MR CONNOLLY (4.17): I rise for the Opposition to generally support the matter of public importance raised by Mr Moore. At the outset of my remarks I want to make one point very clear, and that is that, as we understand Mr Moore's MPI and as I heard Mr Moore's remarks, he is not making any grubby innuendo or allegations about corruption or fiddling in the leasehold system. That is not the tenor of the remarks Mr Moore has made today; nor, I should say, the tenor of Mr Moore's remarks on any occasion that I have heard him speak on this matter in this place. That was very much the tenor of criticisms repeatedly made, I see from Hansard, by the present Deputy Chief Minister when he was in Opposition - this regular grubby little attack, allegation upon allegation of corruption, but nothing proved.

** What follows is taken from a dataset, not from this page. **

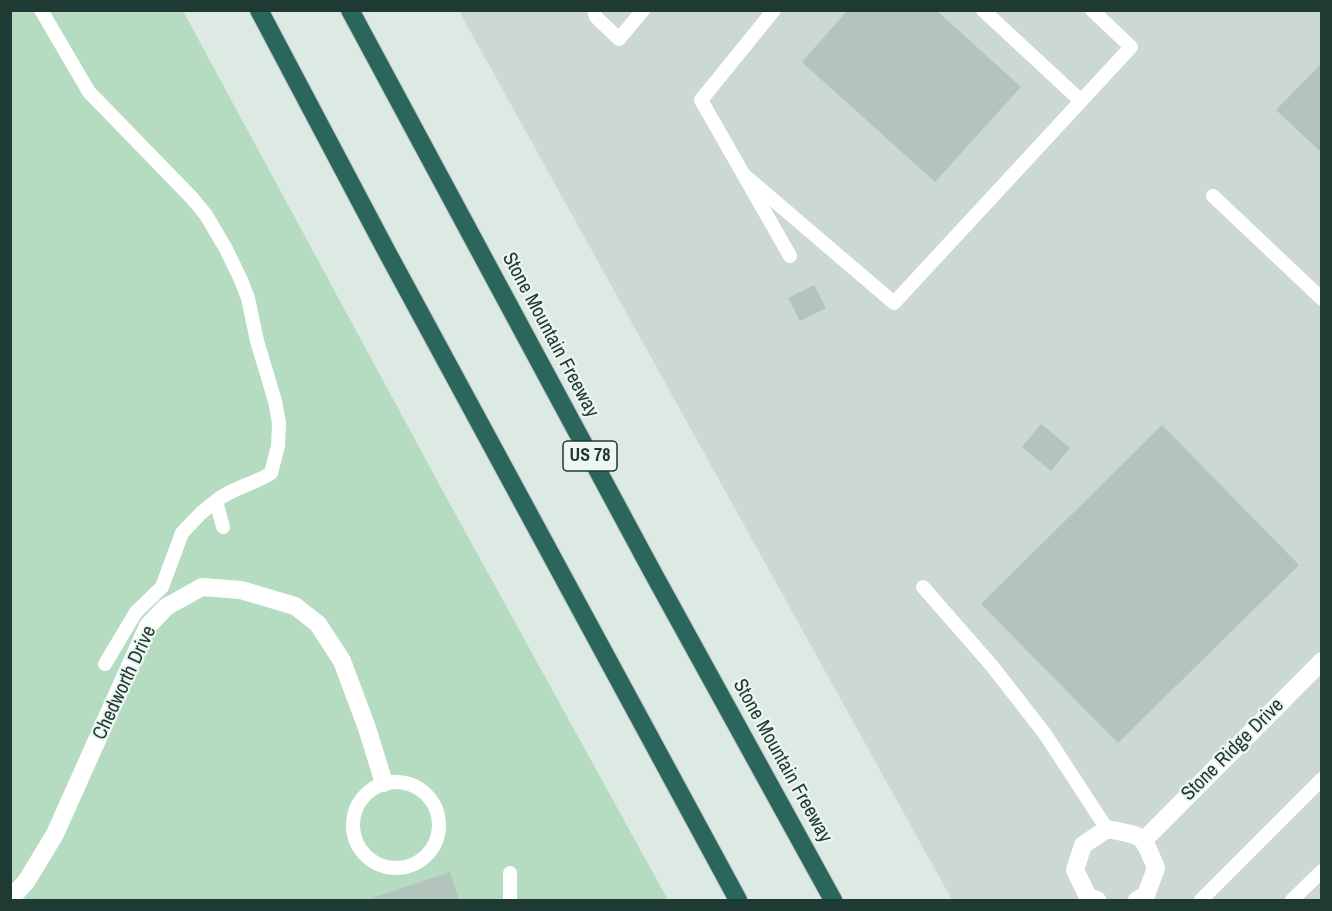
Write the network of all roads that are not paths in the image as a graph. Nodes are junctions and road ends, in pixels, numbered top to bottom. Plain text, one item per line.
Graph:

The Chief Minister spent quite some time in his remarks defending the Government's position by saying that Mr Moore failed to substantiate any corruption or ill doing. Well, he did not even attempt to substantiate that because that is not the tenor of this matter of public importance. The tenor of this matter of public importance is the failure of the Government to properly administer the leasehold system, marked most clearly by its inaction in developing the package of legislation of which the new leasehold Bill will be a central plank.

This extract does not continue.